La sintonización constituye un proceso tácito que marca el ritmo de toda relación. Stern, que estudió este fenómeno con precisión microscópica grabando en vídeo horas enteras de la relación entre las madres y sus hijos, descubrió que, por medio de dicho proceso, la madre transmite al niño la sensación de que sabe cómo se siente. Cuando un bebé emite, por ejemplo, suaves chillidos, la madre confirma su alegría dándole una cariñosa palmadita, arrullándole o imitando sus sonidos. En otra ocasión, el bebé puede menear el sonajero y la madre agitar rápidamente la mano a modo de respuesta. Este tipo de interacciones en los que el mensaje de la madre se ajusta al nivel de excitación del niño tiene lugar, según Stern, a un ritmo aproximado de una vez por minuto, proporcionando así al niño la reconfortante sensación de hallarse emocionalmente conectado con su madre.
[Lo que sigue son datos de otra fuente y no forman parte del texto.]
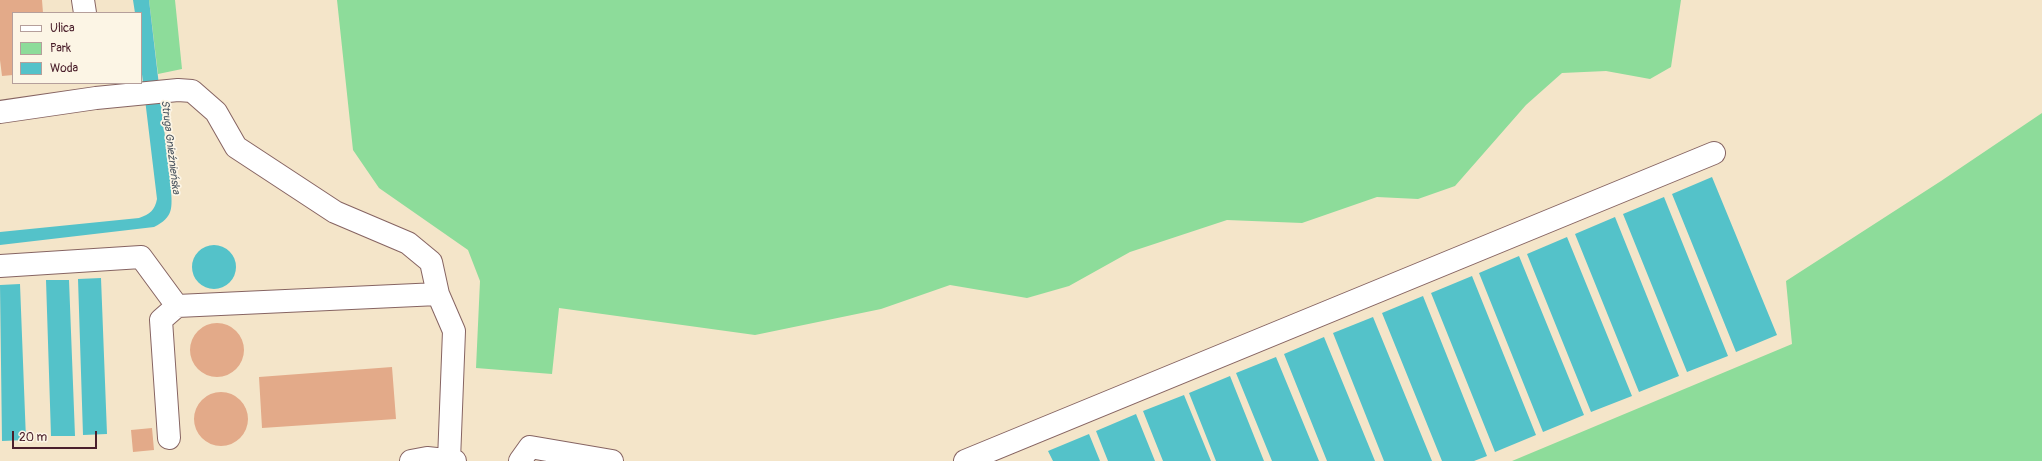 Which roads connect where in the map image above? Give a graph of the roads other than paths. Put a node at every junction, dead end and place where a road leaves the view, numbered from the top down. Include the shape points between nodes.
1 (83, 0) edge
2 (85, 12) edge
3 (95, 91) edge
4 (0, 112) edge
5 (1714, 153) dead end
6 (0, 266) edge
7 (438, 294) junction
8 (177, 306) junction
9 (169, 438) dead end
10 (411, 461) edge
11 (452, 461) edge
12 (520, 461) edge
13 (612, 461) edge
14 (965, 461) edge

1 - 2 lane
3 - 4 lane
3 - 7 lane via 118,97 178,90 192,91 216,112 236,147 335,212 408,243 431,262
5 - 14 lane
6 - 8 lane via 141,256
7 - 8 lane
7 - 11 lane via 454,331
8 - 9 lane via 161,320
10 - 11 lane via 427,458
12 - 13 lane via 530,447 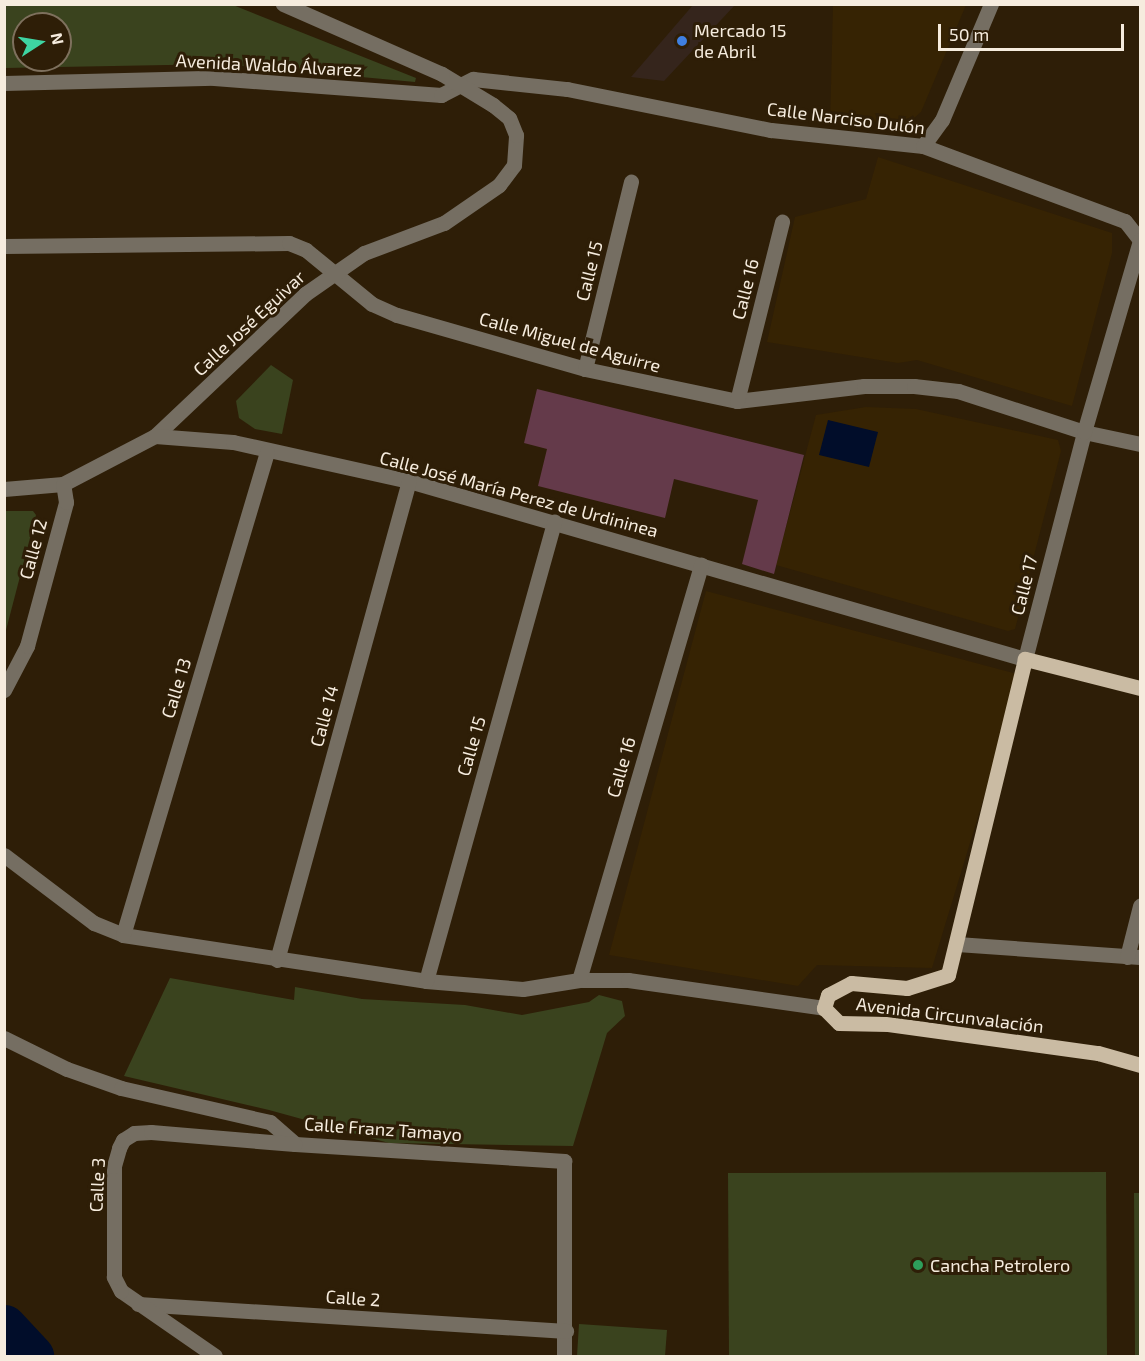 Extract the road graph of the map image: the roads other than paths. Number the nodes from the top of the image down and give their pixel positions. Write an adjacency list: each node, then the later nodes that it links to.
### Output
1 (283, 4): 4 (street, Calle José Eguivar)
2 (991, 4): 5 (street)
3 (4, 83): 4 (street, Avenida Waldo Álvarez)
4 (457, 85): 5 (street, Calle Narciso Dulón); 10 (street, Calle José Eguivar)
5 (923, 146): 8 (street, Calle Narciso Dulón)
6 (631, 182): 11 (street, Calle 15)
7 (782, 222): 12 (street, Calle 16)
8 (1140, 240): 13 (street, Calle 17)
9 (4, 246): 10 (street, Calle Miguel de Aguirre)
10 (335, 272): 11 (street, Calle Miguel de Aguirre); 14 (street, Calle José Eguivar)
11 (585, 369): 12 (street, Calle Miguel de Aguirre)
12 (737, 401): 13 (street, Calle Miguel de Aguirre)
13 (1084, 432): 15 (street, Calle Miguel de Aguirre); 22 (street, Calle 17)
14 (155, 436): 16 (street, Calle José María Perez de Urdininea); 18 (street, Calle José María Perez de Urdininea)
15 (1140, 444)
16 (267, 452): 17 (street, Calle José María Perez de Urdininea); 27 (street, Calle 13)
17 (409, 481): 20 (street, Calle José María Perez de Urdininea); 30 (street, Calle 14)
18 (63, 484): 19 (street, Calle José María Perez de Urdininea); 24 (street, Calle 12)
19 (4, 489)
20 (554, 522): 21 (street, Calle José María Perez de Urdininea); 32 (street, Calle 15)
21 (701, 565): 22 (street, Calle José María Perez de Urdininea); 31 (street, Calle 16)
22 (1025, 659): 23 (main road); 28 (main road, Calle 17)
23 (1140, 688)
24 (4, 690)
25 (4, 855): 27 (street)
26 (1140, 906): 29 (street)
27 (123, 935): 30 (street)
28 (957, 944): 29 (street); 33 (main road, Avenida Circunvalación)
29 (1134, 957)
30 (277, 960): 32 (street)
31 (579, 980): 32 (street); 33 (street)
32 (426, 981)
33 (824, 1008): 35 (main road, Avenida Circunvalación)
34 (4, 1038): 36 (street, Calle Franz Tamayo)
35 (1140, 1065)
36 (295, 1144): 37 (street, Calle 3); 38 (street, Calle Franz Tamayo)
37 (138, 1304): 38 (street, Calle 2); 39 (street, Calle 3)
38 (566, 1331): 40 (street)
39 (215, 1356)
40 (564, 1356) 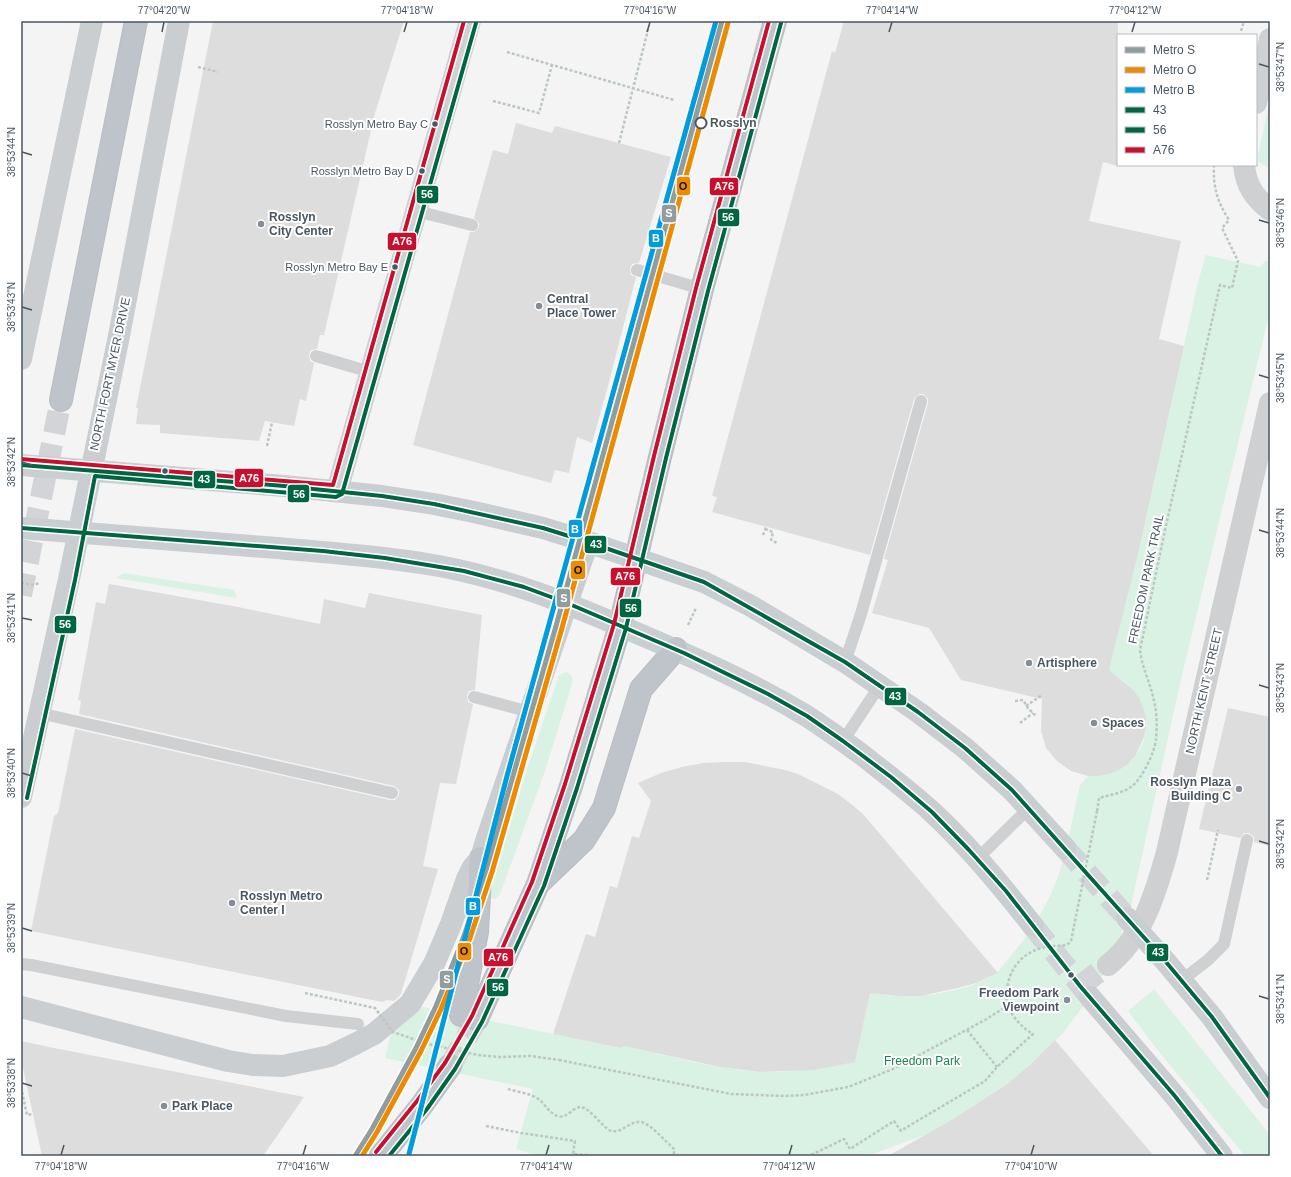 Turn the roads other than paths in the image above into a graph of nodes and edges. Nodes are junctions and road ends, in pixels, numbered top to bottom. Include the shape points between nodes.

La sintonización es algo muy distinto a la mera imitación. «Si te limitas a imitar al bebé —me comentaba Stern— tal vez logres saber lo que hace pero jamás averiguarás qué es lo que siente. Para hacerle llegar que sabes cómo se siente debes tratar de reproducir sus sensaciones internas. Es entonces cuando el bebé se sentirá comprendido.» Hacer el amor tal vez sea el acto adulto más parecido a la estrecha sintonización que tiene lugar entre la madre y el hijo. Según Stern, la relación sexual «implica la capacidad de experimentar el estado subjetivo del otro: compartir su deseo, sintonizar con sus intenciones y gozar de un estado mutuo y simultáneo de excitación cambiante»; una experiencia, en suma, en la que los amantes responden con una sincronía que les proporciona una sensación tácita de profunda compenetración. Pero, si bien la relación sexual constituye, en el mejor de los casos, la máxima expresión de la empatía mutua, en el peor de ellos, sin embargo, manifiesta la ausencia de toda reciprocidad emocional.